> **WHAT IS BEING ASKED**: A verbatim transcription of every record below is required.

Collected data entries
»»

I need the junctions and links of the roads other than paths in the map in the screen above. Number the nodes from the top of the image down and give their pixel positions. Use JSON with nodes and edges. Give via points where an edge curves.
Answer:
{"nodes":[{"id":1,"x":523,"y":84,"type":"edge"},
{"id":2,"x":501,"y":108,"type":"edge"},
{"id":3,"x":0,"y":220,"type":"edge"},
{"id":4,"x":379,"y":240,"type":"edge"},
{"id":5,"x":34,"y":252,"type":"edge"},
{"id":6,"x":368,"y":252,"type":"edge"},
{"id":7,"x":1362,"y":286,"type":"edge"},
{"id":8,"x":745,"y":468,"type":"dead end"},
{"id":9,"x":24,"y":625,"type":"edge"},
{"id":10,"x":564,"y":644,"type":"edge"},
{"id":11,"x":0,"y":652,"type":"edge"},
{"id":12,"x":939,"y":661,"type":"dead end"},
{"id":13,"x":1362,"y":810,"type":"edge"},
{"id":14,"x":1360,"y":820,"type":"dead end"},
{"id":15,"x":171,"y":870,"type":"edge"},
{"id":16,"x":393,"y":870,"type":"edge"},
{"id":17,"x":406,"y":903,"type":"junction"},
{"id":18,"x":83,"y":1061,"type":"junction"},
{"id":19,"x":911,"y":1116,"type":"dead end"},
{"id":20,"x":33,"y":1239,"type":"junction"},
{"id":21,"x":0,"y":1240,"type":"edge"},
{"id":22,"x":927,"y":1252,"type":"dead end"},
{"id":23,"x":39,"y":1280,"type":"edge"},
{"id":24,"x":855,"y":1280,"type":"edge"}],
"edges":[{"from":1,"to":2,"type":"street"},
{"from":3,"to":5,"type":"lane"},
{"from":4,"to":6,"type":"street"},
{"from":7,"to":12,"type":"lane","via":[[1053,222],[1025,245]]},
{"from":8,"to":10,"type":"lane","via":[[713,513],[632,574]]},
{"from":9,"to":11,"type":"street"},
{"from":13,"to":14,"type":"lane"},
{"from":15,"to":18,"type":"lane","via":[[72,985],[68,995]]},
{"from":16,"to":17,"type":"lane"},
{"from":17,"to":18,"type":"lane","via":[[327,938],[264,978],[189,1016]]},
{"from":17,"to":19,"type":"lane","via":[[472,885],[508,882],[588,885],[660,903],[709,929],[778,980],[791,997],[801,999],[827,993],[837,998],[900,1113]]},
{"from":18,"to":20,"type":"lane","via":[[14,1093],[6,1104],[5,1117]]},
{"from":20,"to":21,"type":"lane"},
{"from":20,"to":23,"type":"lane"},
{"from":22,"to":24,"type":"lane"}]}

««

> **YOUR RESPONSE**:
I need the junctions and links of the roads other than paths in the map in the screen above. Number the nodes from the top of the image down and give their pixel positions. Use JSON with nodes and edges. Give via points where an edge curves.
Answer:
{"nodes":[{"id":1,"x":523,"y":84,"type":"edge"},
{"id":2,"x":501,"y":108,"type":"edge"},
{"id":3,"x":0,"y":220,"type":"edge"},
{"id":4,"x":379,"y":240,"type":"edge"},
{"id":5,"x":34,"y":252,"type":"edge"},
{"id":6,"x":368,"y":252,"type":"edge"},
{"id":7,"x":1362,"y":286,"type":"edge"},
{"id":8,"x":745,"y":468,"type":"dead end"},
{"id":9,"x":24,"y":625,"type":"edge"},
{"id":10,"x":564,"y":644,"type":"edge"},
{"id":11,"x":0,"y":652,"type":"edge"},
{"id":12,"x":939,"y":661,"type":"dead end"},
{"id":13,"x":1362,"y":810,"type":"edge"},
{"id":14,"x":1360,"y":820,"type":"dead end"},
{"id":15,"x":171,"y":870,"type":"edge"},
{"id":16,"x":393,"y":870,"type":"edge"},
{"id":17,"x":406,"y":903,"type":"junction"},
{"id":18,"x":83,"y":1061,"type":"junction"},
{"id":19,"x":911,"y":1116,"type":"dead end"},
{"id":20,"x":33,"y":1239,"type":"junction"},
{"id":21,"x":0,"y":1240,"type":"edge"},
{"id":22,"x":927,"y":1252,"type":"dead end"},
{"id":23,"x":39,"y":1280,"type":"edge"},
{"id":24,"x":855,"y":1280,"type":"edge"}],
"edges":[{"from":1,"to":2,"type":"street"},
{"from":3,"to":5,"type":"lane"},
{"from":4,"to":6,"type":"street"},
{"from":7,"to":12,"type":"lane","via":[[1053,222],[1025,245]]},
{"from":8,"to":10,"type":"lane","via":[[713,513],[632,574]]},
{"from":9,"to":11,"type":"street"},
{"from":13,"to":14,"type":"lane"},
{"from":15,"to":18,"type":"lane","via":[[72,985],[68,995]]},
{"from":16,"to":17,"type":"lane"},
{"from":17,"to":18,"type":"lane","via":[[327,938],[264,978],[189,1016]]},
{"from":17,"to":19,"type":"lane","via":[[472,885],[508,882],[588,885],[660,903],[709,929],[778,980],[791,997],[801,999],[827,993],[837,998],[900,1113]]},
{"from":18,"to":20,"type":"lane","via":[[14,1093],[6,1104],[5,1117]]},
{"from":20,"to":21,"type":"lane"},
{"from":20,"to":23,"type":"lane"},
{"from":22,"to":24,"type":"lane"}]}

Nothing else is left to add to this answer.